Re: Logical replication, need to reclaim big disk space

From: Achilleas Mantzios <a(dot)mantzios(at)cloud(dot)gatewaynet(dot)com>
To: Moreno Andreo <moreno(dot)andreo(at)evolu-s(dot)it>, pgsql-general(at)lists(dot)postgresql(dot)org
Subject: Re: Logical replication, need to reclaim big disk space
Date: 2025-05-19 18:49:53
Message-ID: ff22f2bb-cead-4bf3-8e19-7fdd8a31c6c2@cloud.gatewaynet.com
Views: Raw Message | Whole Thread | Download mbox | Resend email
Thread:
Lists: pgsql-general

On 19/5/25 17:38, Moreno Andreo wrote:

>
>
> On 19/05/25 14:41, Achilleas Mantzios wrote:
>>
>>
>> On 5/19/25 09:14, Moreno Andreo wrote:
>>>
>>> On 16/05/25 21:33, Achilleas Mantzios wrote:
>>>> On 16/5/25 18:45, Moreno Andreo wrote:
>>>>
>>>>> Hi,
>>>>>     we are moving our old binary data approach, moving them from
>>>>> bytea fields in a table to external storage (making database
>>>>> smaller and related operations faster and smarter).
>>>>> In short, we have a job that runs in background and copies data
>>>>> from the table to an external file and then sets the bytea field
>>>>> to NULL.
>>>>> (UPDATE tbl SET blob = NULL, ref = 'path/to/file' WHERE id = <uuid>)
>>>>>
>>>>> This results, at the end of the operations, to a table that's less
>>>>> than one tenth in size.
>>>>> We have a multi-tenant architecture (100s of schemas with
>>>>> identical architecture, all inheriting from public) and we are
>>>>> performing the task on one table per schema.
>>>>>
>>>> So? toasted data are kept on separate TOAST tables, unless those
>>>> bytea cols are selected, you won't even touch them. I cannot
>>>> understand what you are trying to achieve here.
>>>>
>>>> Years ago, when I made the mistake to go for a coffee and let my
>>>> developers "improvise" , the result was a design similar to what
>>>> you are trying to achieve. Years after, I am seriously considering
>>>> moving those data back to PostgreSQL.
>>> The "related operations" I was talking about are backups and
>>> database maintenance when needed, cluster/replica management, etc.
>>> With a smaller database size they would be easier in timing and
>>> effort, right?
>> Ok, but you'll lose replica functionality for those blobs, which
>> means you don't care about them, correct me if I am wrong.
> I'm not saying I don't care about them, the opposite, they are
> protected with Object Versioning and soft deletion, this should assure
> a good protection against e.g. ransomware, if someone manages to get
> in there (and if this happens, we'll have bigger troubles than this).
PostgreSQL has become very popular because of ppl who care about their data.
>>> We are mostly talking about costs, here.

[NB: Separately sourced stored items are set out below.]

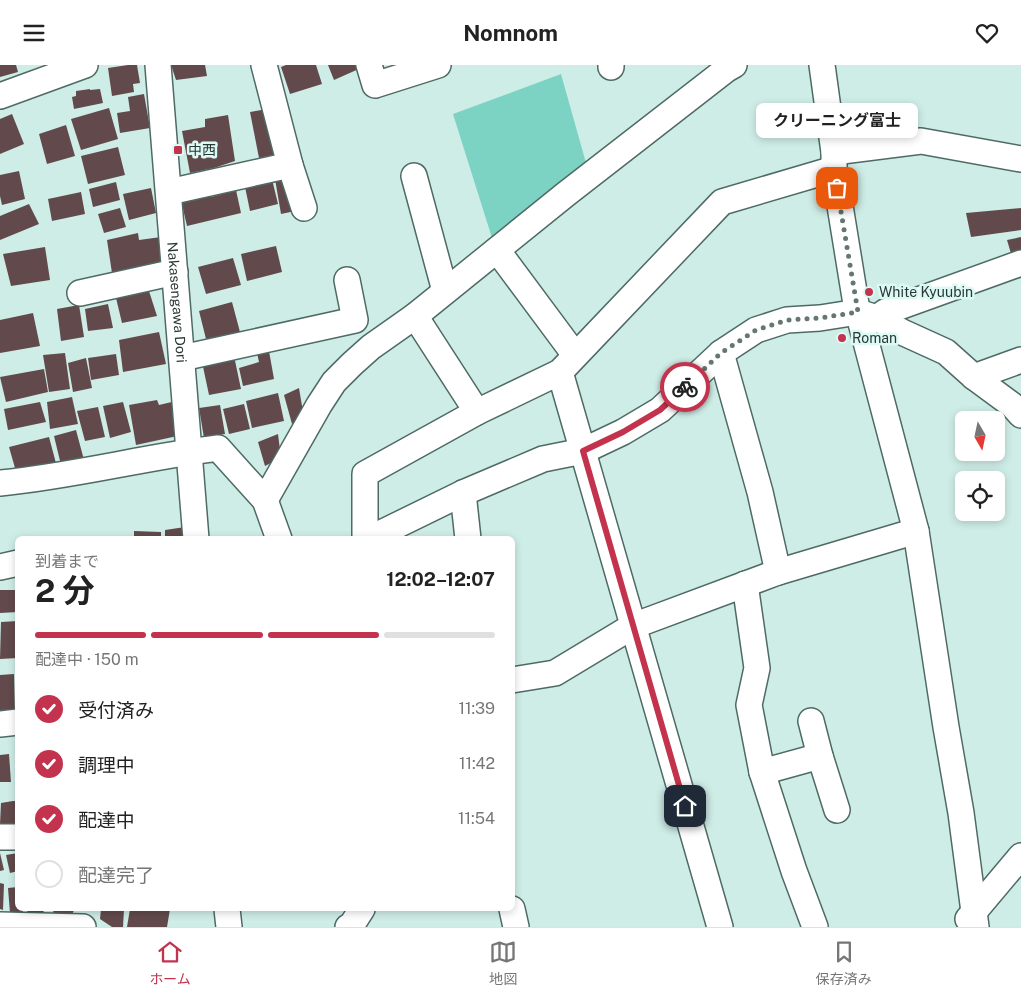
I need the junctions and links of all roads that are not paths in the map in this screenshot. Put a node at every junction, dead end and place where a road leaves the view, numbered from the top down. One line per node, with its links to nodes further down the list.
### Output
1 (86, 65): 8 (street)
2 (158, 65): 13 (street, Nakasengawa Dori)
3 (264, 65): 11 (street)
4 (369, 65): 5 (street)
5 (438, 65)
6 (734, 65): 15 (street)
7 (822, 65): 10 (street)
8 (0, 96)
9 (1021, 159): 10 (street)
10 (834, 160): 21 (street); 26 (street)
11 (290, 165): 13 (street); 14 (street)
12 (414, 176): 19 (street)
13 (169, 192): 17 (street, Nakasengawa Dori)
14 (304, 208)
15 (497, 250): 19 (street); 26 (street)
16 (1021, 263): 21 (street)
17 (175, 271): 20 (street); 24 (street, Nakasengawa Dori)
18 (347, 280): 24 (street)
19 (446, 291): 22 (street)
20 (80, 293)
21 (868, 315): 23 (street); 27 (street); 35 (street)
22 (415, 316): 28 (street); 34 (street)
23 (721, 353): 30 (street); 43 (street)
24 (182, 358): 31 (street, Nakasengawa Dori)
25 (1021, 359): 27 (street)
26 (567, 364): 28 (street); 30 (street)
27 (974, 377): 29 (street)
28 (477, 412): 38 (street)
29 (1021, 415)
30 (583, 451): 33 (street); 45 (street)
31 (189, 452): 32 (street); 34 (street); 36 (street, Nakasengawa Dori)
32 (1, 481)
33 (463, 493): 39 (street); 40 (street)
34 (265, 500): 37 (street)
35 (916, 531): 43 (street); 60 (street)
36 (196, 536)
37 (278, 536)
38 (365, 536)
39 (375, 536)
40 (468, 536)
41 (15, 564): 42 (street)
42 (0, 567)
43 (778, 572): 44 (street)
44 (745, 585): 45 (street); 51 (street)
45 (633, 626): 46 (street); 66 (street)
46 (515, 680)
47 (812, 721): 50 (street)
48 (15, 722): 49 (street)
49 (0, 723)
50 (820, 756): 51 (street); 52 (street)
51 (762, 772): 67 (street)
52 (837, 810)
53 (0, 837): 54 (street)
54 (15, 837)
55 (1021, 856): 60 (street)
56 (82, 911): 62 (street)
57 (227, 911): 63 (street)
58 (361, 911): 64 (street)
59 (512, 911): 65 (street)
60 (971, 921)
61 (0, 925): 62 (street)
62 (83, 927)
63 (228, 927)
64 (348, 927)
65 (516, 927)
66 (720, 927)
67 (815, 927)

To give things their names,
>>> I'm moving bytea contents (85% of total data) to files into Google
>>> Cloud Storage buckets, that has a fraction of the cost of the disks
>>> holding my database (on GCE, to be clear ).
>> May I ask the size of the bytea data (uncompressed) ?.

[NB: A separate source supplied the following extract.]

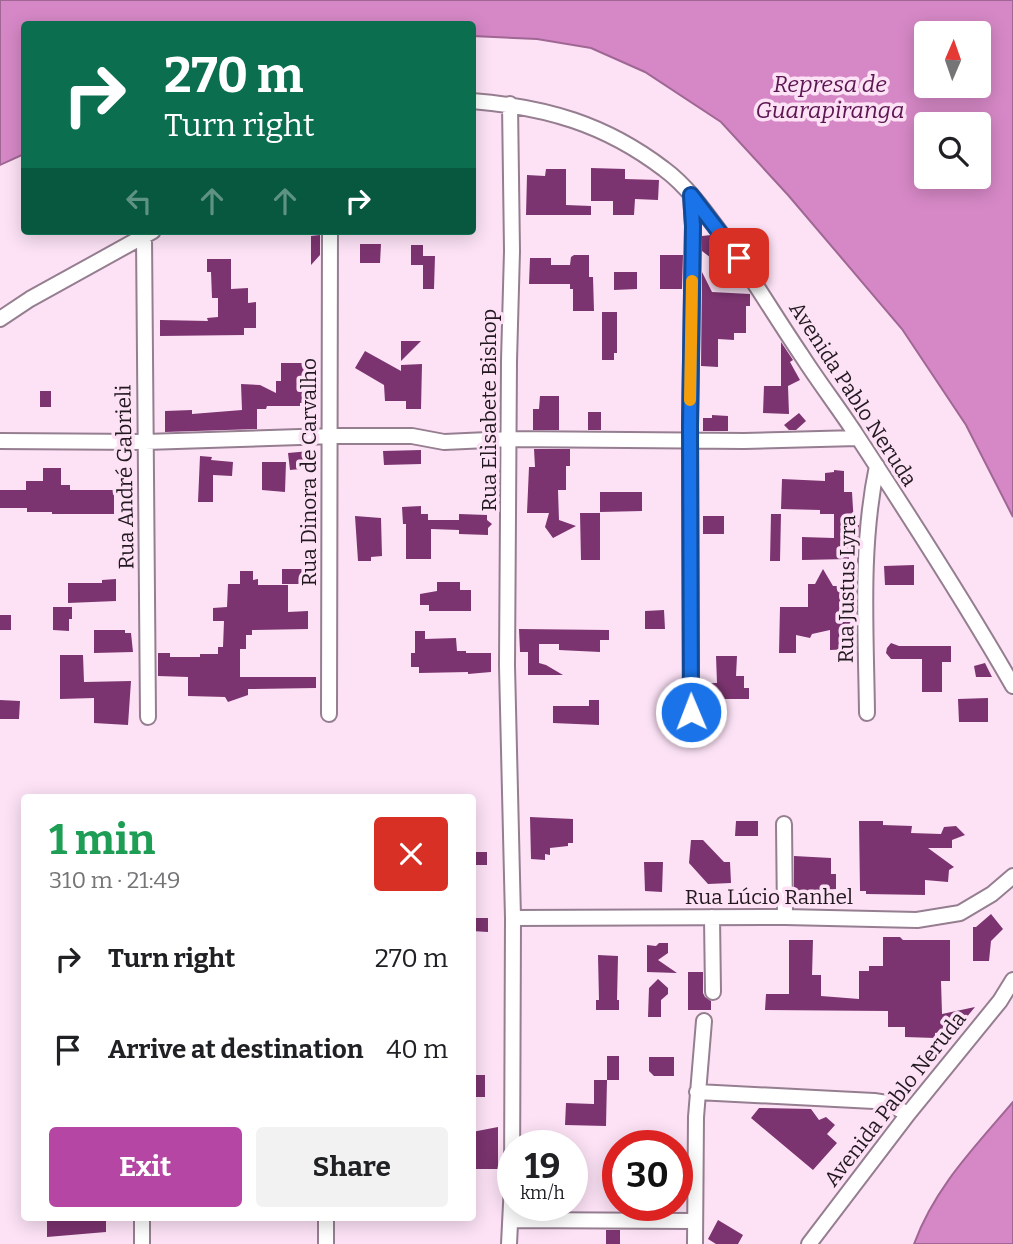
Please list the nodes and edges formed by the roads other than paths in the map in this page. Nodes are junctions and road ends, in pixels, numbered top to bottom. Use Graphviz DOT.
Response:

> single records vary from 150k to 80 MB, the grand total is more than
> 8,5 TB in a circa 10 TB data footprint
>>> This data is not accessed frequently (just by the owner when he
>>> needs to do it), so no need to keep it on expensive hardware.
>>> I've already read in these years that keeping many big bytea fields
>>> in databases is not recommended, but might have misunderstood this.
>>
>> Ok, I assume those are unimportant data, but let me ask, what is the
>> longevity or expected legitimacy of those ? I haven't worked with
>> those just reading  :
>>
>> https://cloud.google.com/storage/pricing?_gl=1*1b25r8o*_up*MQ..&gclid=CjwKCAjwravBBhBjEiwAIr30VKfaOJytxmk7J29vjG4rBBkk2EUimPU5zPibST73nm3XRL2h0O9SxRoCaogQAvD_BwE&gclsrc=aw.ds#storage-pricing
>>
>> would you choose e.g. "*Anywhere Cache storage" ?
>> *
>>
> Absolutely not, this is *not* unimportant data, and we are using
> Standard Storage, for 0,02$/GB/month + operations, that compared to a
> 0.17$/GB/month of an SSD or even more for the Hyperdisks we are using,
> is a good price drop.
How about hosting your data in your own storage and spend 0$/GB/month ?
>>
>> **
>>
>>> Another way would have been to move these tables to a different
>>> tablespace, in cheaper storage, but it still would have been 3 times
>>> the buckets cost.
>>>
>> can you actually mount those Cloud Storage Buckets under a supported
>> FS in linux and just move them to tablespaces backed by this storage ?
>>
> Never tried, I mounted this via FUSE and had some simple operations in
> the past, but not sure it can handle database operations in terms of
> I/O bandwidth
>>
>>> Why are you considering to get data back to database tables?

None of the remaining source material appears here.